High-fiber foods include beans, whole-grain foods, fruits, and vegetables.
Water
Did you know that around 60% of your body is water? So, it comes as no surprise that men should drink about 3.7 liters and women about 2.7 liters of water per day; even more, if you are engaging in vigorous physical activity. Some major roles of water are to regulate body temperature, flush waste products, sustain blood pressure, and deliver oxygen throughout the body among many other benefits. Hydrate yourself well in order to help keep your mental focus, and thus maintain peak physical performance during exercise.
What is the ideal meal to eat before exercising?
Your pre-workout meal should be consumed approximately 2 hours before the workout begins so that it would have digested and been absorbed into the blood by the time you start training. It is a scientifically proven fact that physical and mental performance degrades rapidly with dehydration. So make sure to hydrate yourself sufficiently before your workout since water acts as the body’s cooling system by sweating.
Make sure that your pre-workout meal consists of the following:
- Rich in carbohydrates
- A moderate amount of protein
- Low fat
- Low fiber
- Fluids
It is advisable not to try a new type of food before a workout since you do not know how your body will react to it. Therefore, ensure to take foods you know that your body tolerates well.
During exercise?
You should only eat during exercise if your training session lasts longer than an hour. If the workout is less than 1 hour you do not need to eat during training because the body’s energy reserves would usually be sufficient to provide you with the necessary energy to keep you going. But still, drinking water during exercise is important even if the training session is less than an hour.
Foods that can be easily chewed and quickly digested would be the best choice during exercise. As a result, foods in liquid form would be the best option as they would be rapidly absorbed into the blood and be available for use. Stay well hydrated during exercise in order to replace the fluids lost by sweating.
After exercise
After an exercise session, you need to eat well in order to regain the lost energy and recover from any damage sustained. It is recommended you consume food within 15 to 30 minutes after a training session. If you skip this window, there is the possibility of your body breaking down existing muscle tissue for energy. This is something you do not want to happen. Therefore, eat as soon as you are done working out.
You also lose a lot of water during exercise due to sweating. Thus, drink plenty of water to replenish these lost fluids.
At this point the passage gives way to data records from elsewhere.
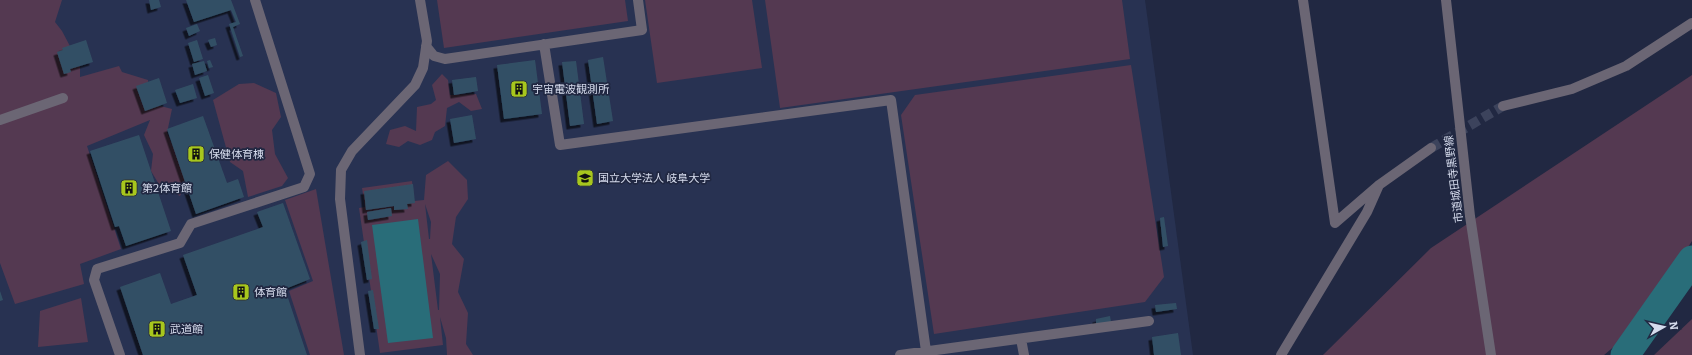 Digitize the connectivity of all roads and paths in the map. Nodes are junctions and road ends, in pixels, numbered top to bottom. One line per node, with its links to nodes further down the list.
1 (255, 0): 17 (street)
2 (420, 0): 8 (street)
3 (638, 0): 7 (street)
4 (1303, 0): 13 (street)
5 (1446, 0): 22 (street, 市道城田寺黒野線)
6 (1692, 23): 10 (street)
7 (544, 44): 8 (street); 16 (street)
8 (426, 46): 18 (street)
9 (62, 98): 11 (street)
10 (1503, 106)
11 (0, 120)
12 (1431, 148): 13 (street)
13 (1379, 184): 21 (street)
14 (1149, 321): 15 (street)
15 (1021, 338): 16 (street); 20 (street)
16 (926, 352): 19 (street)
17 (120, 355)
18 (360, 355)
19 (900, 355)
20 (1024, 355)
21 (1281, 355)
22 (1491, 355) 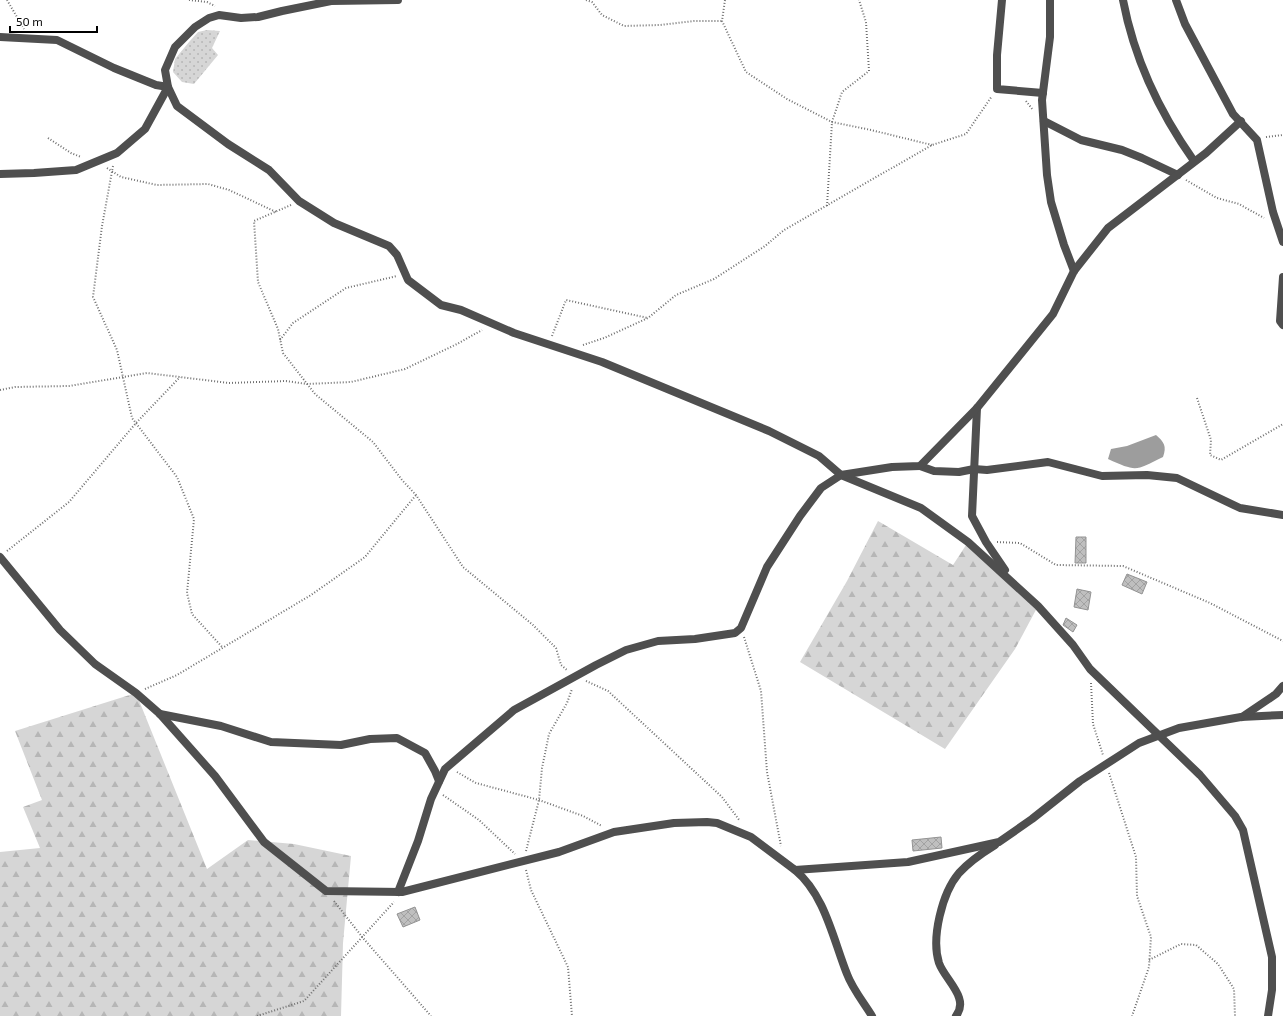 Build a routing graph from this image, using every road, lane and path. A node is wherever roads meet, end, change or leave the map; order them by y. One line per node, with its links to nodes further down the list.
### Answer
1 (7, 0): 12 (path)
2 (398, 0): 13 (street)
3 (586, 0): 10 (path)
4 (725, 0): 10 (path)
5 (859, 0): 19 (path)
6 (1002, 0): 14 (street)
7 (1050, 0): 16 (street)
8 (1123, 0): 26 (street)
9 (1176, 0): 18 (street)
10 (722, 20): 19 (path)
11 (0, 37): 12 (street)
12 (40, 39): 13 (street)
13 (168, 87): 24 (street); 30 (street)
14 (997, 89): 15 (street); 23 (path)
15 (1018, 91): 16 (street); 17 (path)
16 (1043, 93): 17 (street)
17 (1044, 121): 29 (street); 35 (street)
18 (1241, 121): 22 (street); 26 (street)
19 (832, 122): 23 (path); 31 (path)
20 (1283, 135): 22 (path)
21 (48, 138): 25 (path)
22 (1257, 140): 33 (street)
23 (932, 145): 31 (path)
24 (116, 153): 25 (street); 27 (path)
25 (96, 162): 27 (path); 28 (street)
26 (1194, 162): 29 (street)
27 (111, 170): 32 (path); 44 (path)
28 (0, 174)
29 (1178, 175): 33 (path); 35 (street)
30 (299, 201): 32 (path); 36 (street)
31 (827, 206): 38 (path)
32 (276, 212): 41 (path)
33 (1278, 228): 34 (street)
34 (1283, 242)
35 (1074, 272): 49 (street)
36 (404, 275): 39 (street); 41 (path)
37 (1283, 278): 40 (street)
38 (648, 318): 42 (path); 43 (path)
39 (492, 325): 42 (street); 46 (path)
40 (1283, 325)
41 (280, 340): 46 (path)
42 (548, 345): 43 (street)
43 (566, 351): 54 (street)
44 (123, 377): 45 (path); 47 (path); 50 (path)
45 (180, 377): 46 (path); 50 (path)
46 (307, 384): 55 (path)
47 (0, 390)
48 (1197, 398): 51 (path)
49 (977, 408): 52 (street); 53 (street)
50 (136, 423): 58 (path); 62 (path)
51 (1283, 424)
52 (920, 466): 53 (street); 54 (street)
53 (974, 469): 56 (street); 57 (street)
54 (841, 475): 59 (street); 60 (street)
55 (416, 495): 62 (path); 64 (path)
56 (1283, 516)
57 (986, 542): 59 (street); 61 (path)
58 (3, 555): 66 (street)
59 (1013, 581): 63 (street)
60 (741, 628): 64 (street); 77 (path)
61 (1283, 641)
62 (223, 648): 66 (path)
63 (1090, 669): 70 (street); 71 (path)
64 (576, 677): 72 (street); 75 (path)
65 (1283, 686): 69 (street)
66 (136, 693): 67 (street)
67 (160, 714): 73 (street); 80 (street)
68 (1283, 715): 69 (street)
69 (1241, 717): 70 (street)
70 (1159, 735): 71 (street); 90 (street)
71 (1106, 764): 76 (street); 83 (path)
72 (447, 767): 73 (street); 74 (path)
73 (439, 781): 78 (path); 81 (street)
74 (614, 832): 75 (street); 78 (street)
75 (751, 836): 77 (street)
76 (999, 842): 79 (street); 87 (street)
77 (783, 861): 79 (street)
78 (524, 862): 81 (street)
79 (795, 870): 86 (street)
80 (326, 890): 81 (street); 82 (path)
81 (398, 892): 82 (path)
82 (363, 938): 84 (path); 85 (path)
83 (1149, 960): 88 (path); 89 (path)
84 (257, 1016)
85 (431, 1016)
86 (872, 1016)
87 (956, 1016)
88 (1132, 1016)
89 (1235, 1016)
90 (1268, 1016) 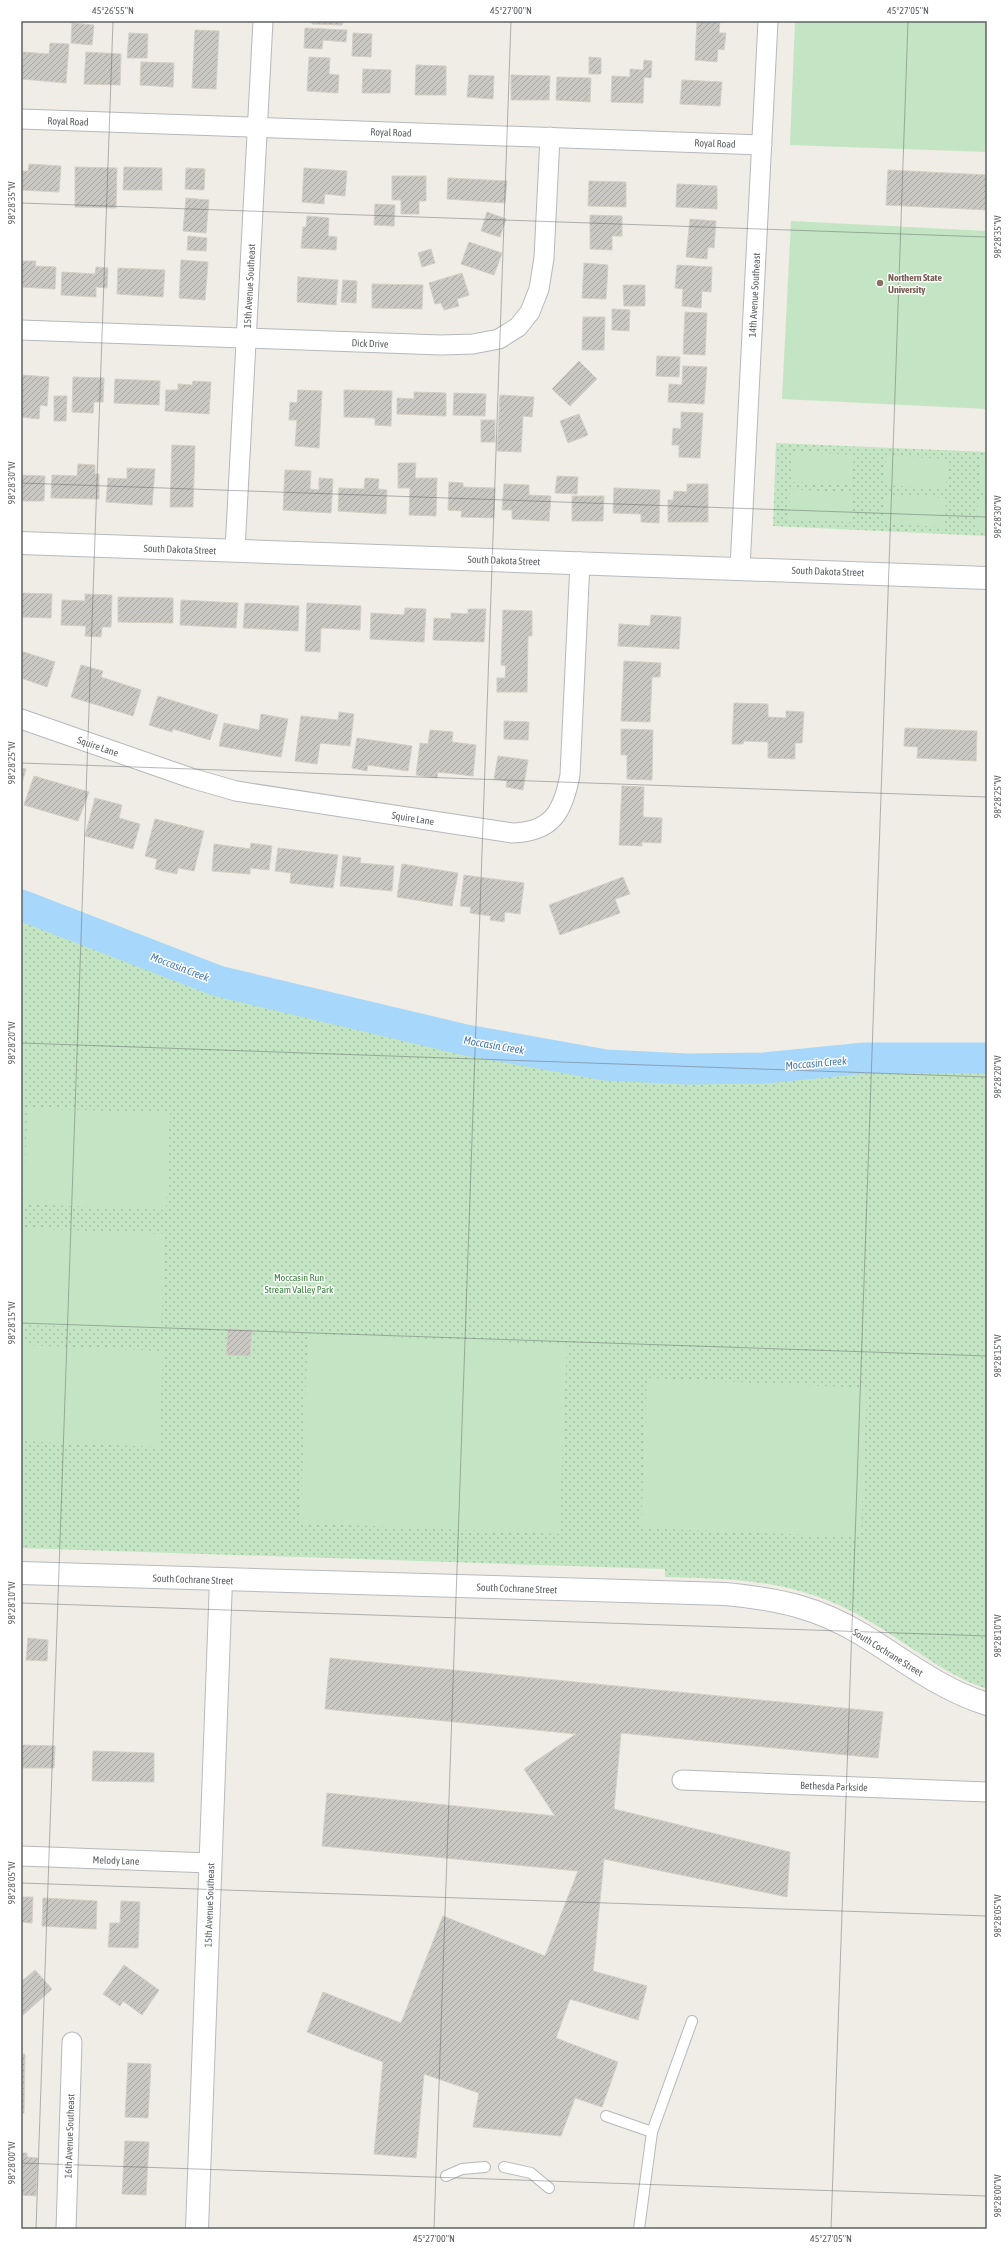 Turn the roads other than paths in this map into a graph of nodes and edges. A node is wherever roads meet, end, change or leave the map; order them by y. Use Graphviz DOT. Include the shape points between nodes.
graph roads {
  1 [pos="263,21"];
  2 [pos="768,21"];
  3 [pos="21,119"];
  4 [pos="257,127"];
  5 [pos="550,137"];
  6 [pos="762,145"];
  7 [pos="21,330"];
  8 [pos="246,338"];
  9 [pos="21,543"];
  10 [pos="235,550"];
  11 [pos="580,562"];
  12 [pos="740,568"];
  13 [pos="987,578"];
  14 [pos="21,719"];
  15 [pos="21,1573"];
  16 [pos="221,1580"];
  17 [pos="987,1704"];
  18 [pos="682,1780"];
  19 [pos="987,1792"];
  20 [pos="21,1856"];
  21 [pos="210,1863"];
  22 [pos="692,2021"];
  23 [pos="72,2042"];
  24 [pos="606,2116"];
  25 [pos="652,2132"];
  26 [pos="485,2167"];
  27 [pos="504,2167"];
  28 [pos="446,2176"];
  29 [pos="549,2188"];
  30 [pos="66,2229"];
  31 [pos="196,2229"];
  32 [pos="639,2229"];
  1 -- 4 [label="street, 15th Avenue Southeast"];
  2 -- 6 [label="street, 14th Avenue Southeast"];
  3 -- 4 [label="street, Royal Road"];
  4 -- 5 [label="street, Royal Road"];
  4 -- 8 [label="street, 15th Avenue Southeast"];
  5 -- 6 [label="street, Royal Road"];
  5 -- 8 [label="street, Dick Drive" via="544,258 539,289 530,312 518,327 499,339 473,344"];
  6 -- 12 [label="street, 14th Avenue Southeast"];
  7 -- 8 [label="street, Dick Drive"];
  8 -- 10 [label="street, 15th Avenue Southeast"];
  9 -- 10 [label="street, South Dakota Street"];
  10 -- 11 [label="street, South Dakota Street"];
  11 -- 12 [label="street, South Dakota Street"];
  11 -- 14 [label="street, Squire Lane" via="570,775 560,808 552,820 539,829 512,833 236,791"];
  12 -- 13 [label="street, South Dakota Street"];
  15 -- 16 [label="street, South Cochrane Street"];
  16 -- 17 [label="street, South Cochrane Street" via="725,1594 771,1598 808,1608 848,1628 953,1692"];
  16 -- 21 [label="street, 15th Avenue Southeast"];
  18 -- 19 [label="street, Bethesda Parkside"];
  20 -- 21 [label="street, Melody Lane"];
  21 -- 31 [label="street, 15th Avenue Southeast"];
  22 -- 25 [label="lane"];
  23 -- 30 [label="street, 16th Avenue Southeast"];
  24 -- 25 [label="lane"];
  25 -- 32 [label="lane"];
  26 -- 28 [label="lane" via="462,2169"];
  27 -- 29 [label="lane" via="531,2173"];
}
It is crucial to consume a lot of carbohydrate-rich foods because most of them would have been used up for energy. A high protein intake is also crucial in order to repair damaged muscle tissue. This is significant if you’re engaging in resistance training as it breaks down more muscle tissue than other types of exercises.
Conclusion
Nutrition is a very important factor in a healthy lifestyle. Especially during exercise, you require the proper nutrition in order to recover, deal with tough workouts, and come back stronger for your next workout session. You can get an idea about whether your diet is currently balanced by checking your BMI. Eating right will most certainly help you recover faster. If you do not get adequate nutrition, you are more likely to get injured while exercising. This is because you have not yet recovered from the previous exercise session. One specific meal plan will not be suitable for everyone since all our bodies are different. Stick to the basic principles discussed above and see what works for you.